Last night, going to bed right after I wrote this entry, I had two dreams. In the first dream I was in World War 2. I was helping out with war theory, then taking care of women in children in a bomb shelter, then out on a jeep trying to destroy an enemy truck. I woke up from this dream because it started to get too intense, we were about to enter into hand to hand knife fights with a guy from the other truck.

In the second dream I was stuck in a world where robots had destroyed most of humanity, and I was one of the few lucky remaining ones who was a slave but narrowly avoided getting killed. At the end we were about to be killed by the most powerful robot who ran the whole planet, and we realized that he was actually human. As we were being sucked up an elevator shaft, helpless to stop impending death, my (human) friend I was with said, "I believe anything can be turned into good . . . do it God!" We plowed out the top of the shaft and suddenly were back in a world that was green and happy, and thousands of people were cheering and clapping for us as we landed on the ground.

I'd say those were two dramatic/exciting dreams.
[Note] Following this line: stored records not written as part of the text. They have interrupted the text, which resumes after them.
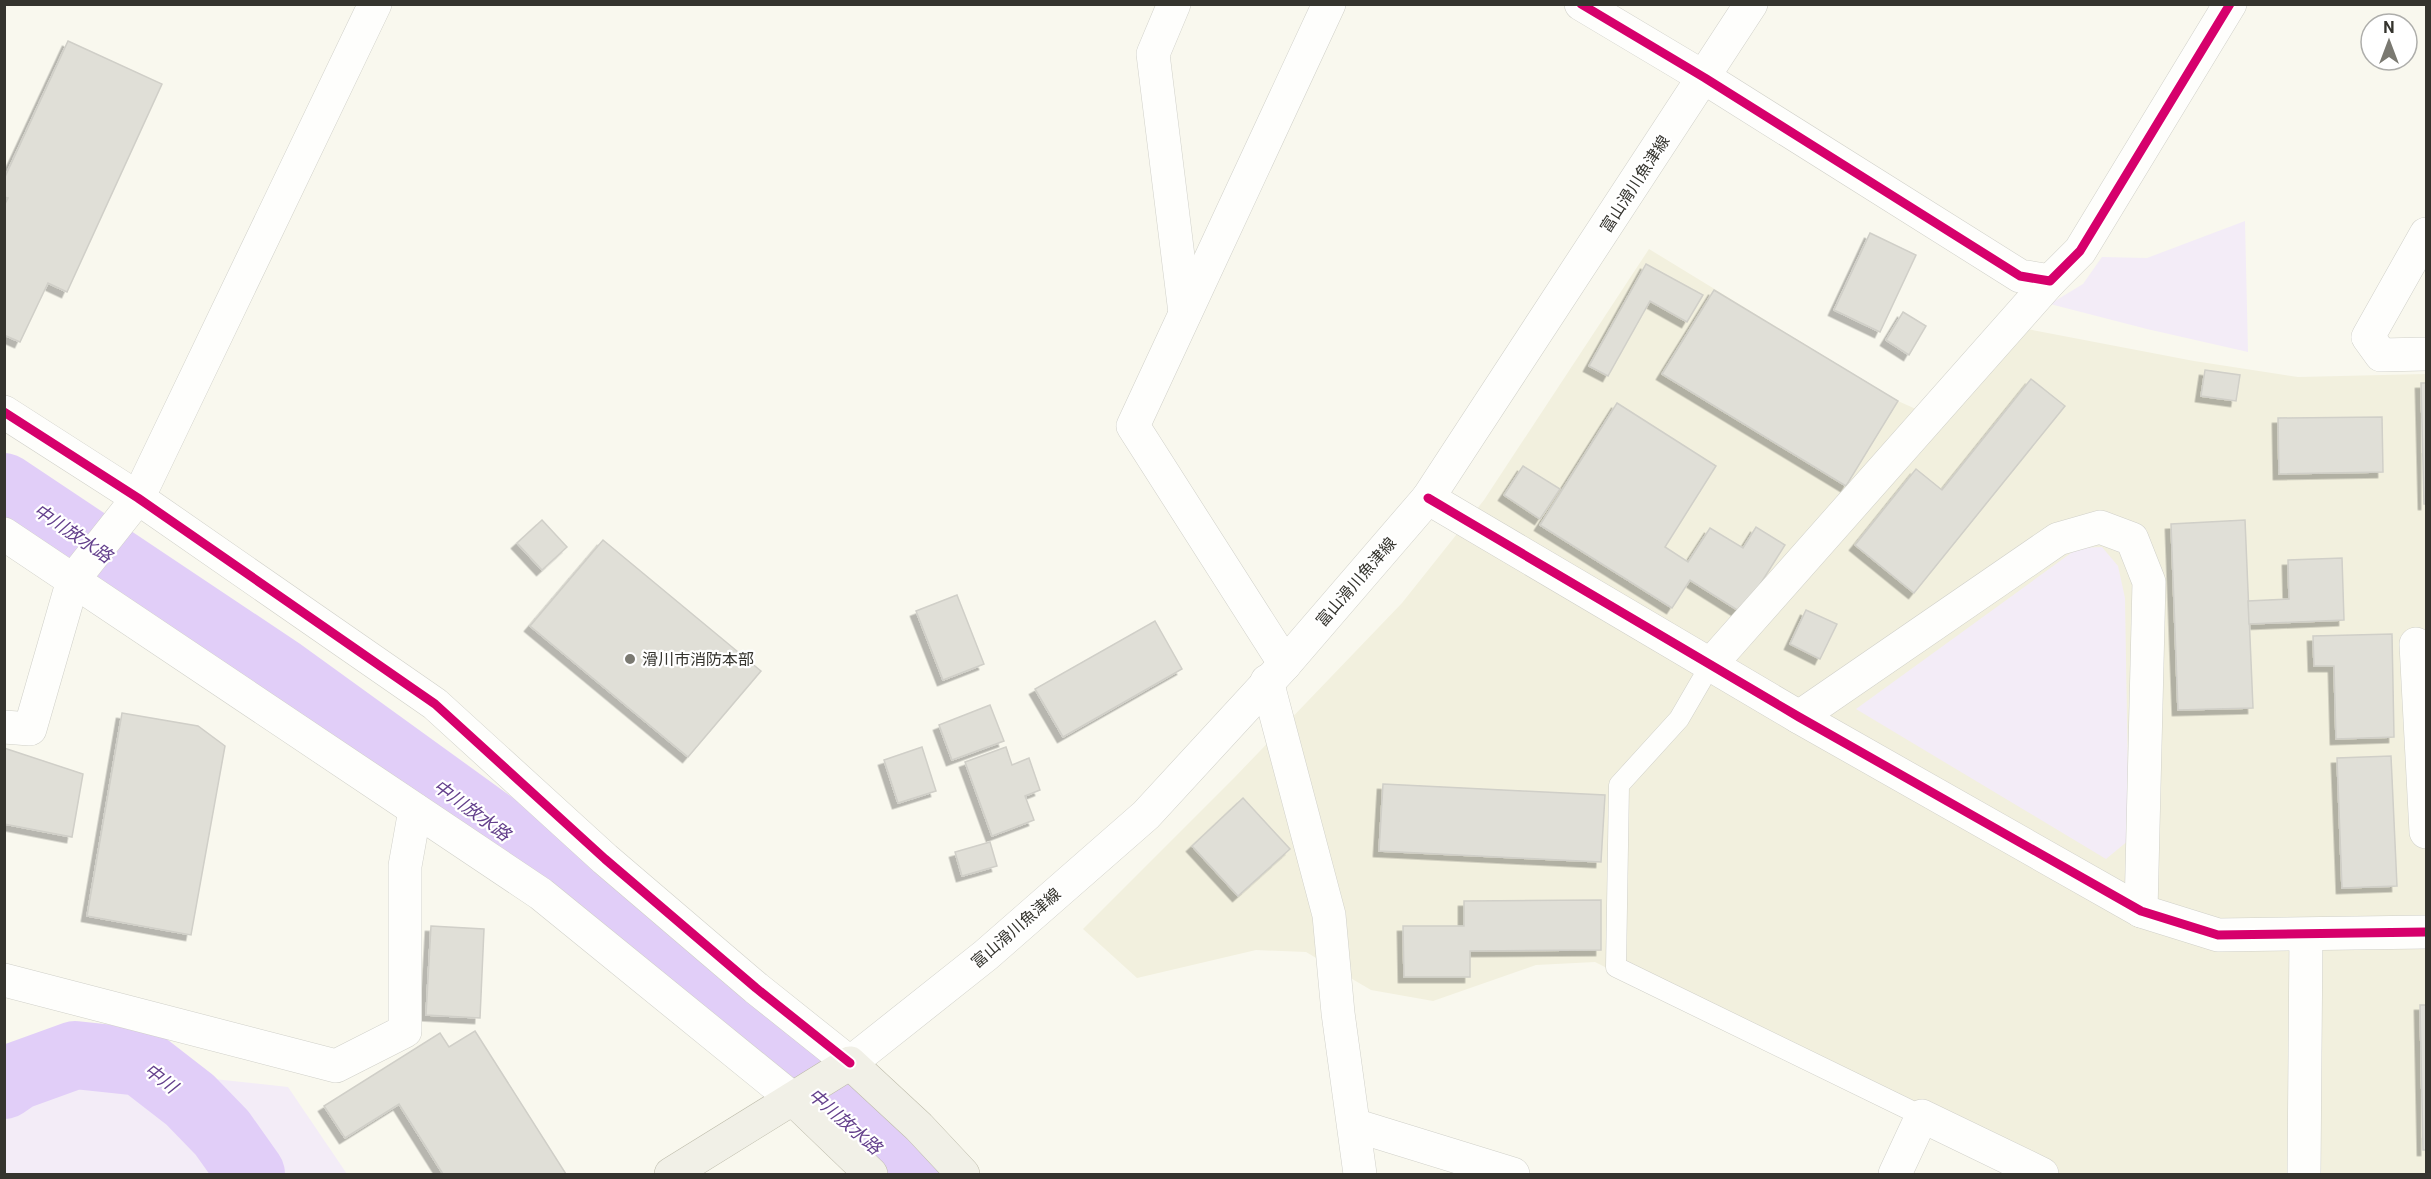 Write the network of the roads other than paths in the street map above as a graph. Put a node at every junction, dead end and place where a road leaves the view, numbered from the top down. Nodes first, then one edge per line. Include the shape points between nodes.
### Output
1 (375, 4) edge
2 (1174, 4) edge
3 (1329, 4) edge
4 (1581, 4) edge
5 (1751, 4) edge
6 (2230, 4) edge
7 (1705, 78) junction
8 (2427, 234) edge
9 (2050, 281) junction
10 (1185, 313) junction
11 (2427, 354) edge
12 (4, 412) edge
13 (138, 498) junction
14 (1428, 498) junction
15 (4, 534) edge
16 (73, 580) junction
17 (2416, 644) dead end
18 (1711, 664) junction
19 (1276, 672) junction
20 (1799, 717) junction
21 (4, 727) edge
22 (415, 810) junction
23 (2427, 832) edge
24 (2141, 911) junction
25 (2427, 932) edge
26 (2306, 935) junction
27 (4, 980) edge
28 (850, 1063) junction
29 (793, 1099) junction
30 (1922, 1116) junction
31 (1354, 1125) junction
32 (671, 1174) edge
33 (871, 1174) edge
34 (963, 1174) edge
35 (1359, 1174) edge
36 (1513, 1174) edge
37 (1895, 1174) edge
38 (2042, 1174) edge
39 (2304, 1174) edge

1 - 13 street
2 - 10 street via 1153,54
3 - 10 street
4 - 7 street
5 - 7 street, 富山滑川魚津線
6 - 9 street via 2080,251
7 - 9 street via 2020,276
7 - 14 street, 富山滑川魚津線
8 - 11 street via 2368,337 2381,355
9 - 18 street
10 - 19 street via 1133,426
12 - 13 street
13 - 16 street
13 - 28 street via 435,704 605,859
14 - 18 street
14 - 19 street, 富山滑川魚津線
15 - 16 street
16 - 21 street via 30,729
16 - 22 street
17 - 23 street
18 - 20 street
18 - 30 lane via 1679,719 1619,785 1616,967
19 - 28 street, 富山滑川魚津線 via 1146,814 986,955
19 - 31 street via 1329,915
20 - 24 street
20 - 24 street via 2058,539 2100,527 2132,539 2149,582
22 - 27 street via 405,866 405,1031 336,1066
22 - 29 street via 541,894
24 - 26 street via 2218,935
25 - 26 street
26 - 39 street
28 - 29 main road
28 - 34 main road
29 - 32 main road
29 - 33 main road
30 - 37 street
30 - 38 street
31 - 35 street
31 - 36 street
Given the result of this posting, I have a new blog strategy.
How little money do I really have?
Where is my tall dark and handsome man?
When will I get to go on a cruise to the tropics?
How little world peace is there??

Go blog, work your magic!

4 comments:

D said...

My least favorite dreams are work dreams.  I have a dream about a hard day at work only to wake up and have a hard day at work.  That sucks.  I haven't dreamed about blogging yet, but I'm sure some day I will.

Carrie said...

wow, those were 2 really intense dreams! Mine are never that movie-like. I think you should write a script and send it to Hollywood about the 2nd dream. I can just picture it...

Dallas said...

... but in the movie script you have to die after than amazing declaration by your elevator-mate.

Either that, or it has to be a really cheesy movie done by some Christian video company with a title like, "Reformachina".

Anonymous said...

Hey Val, moving entry! Call me sometime!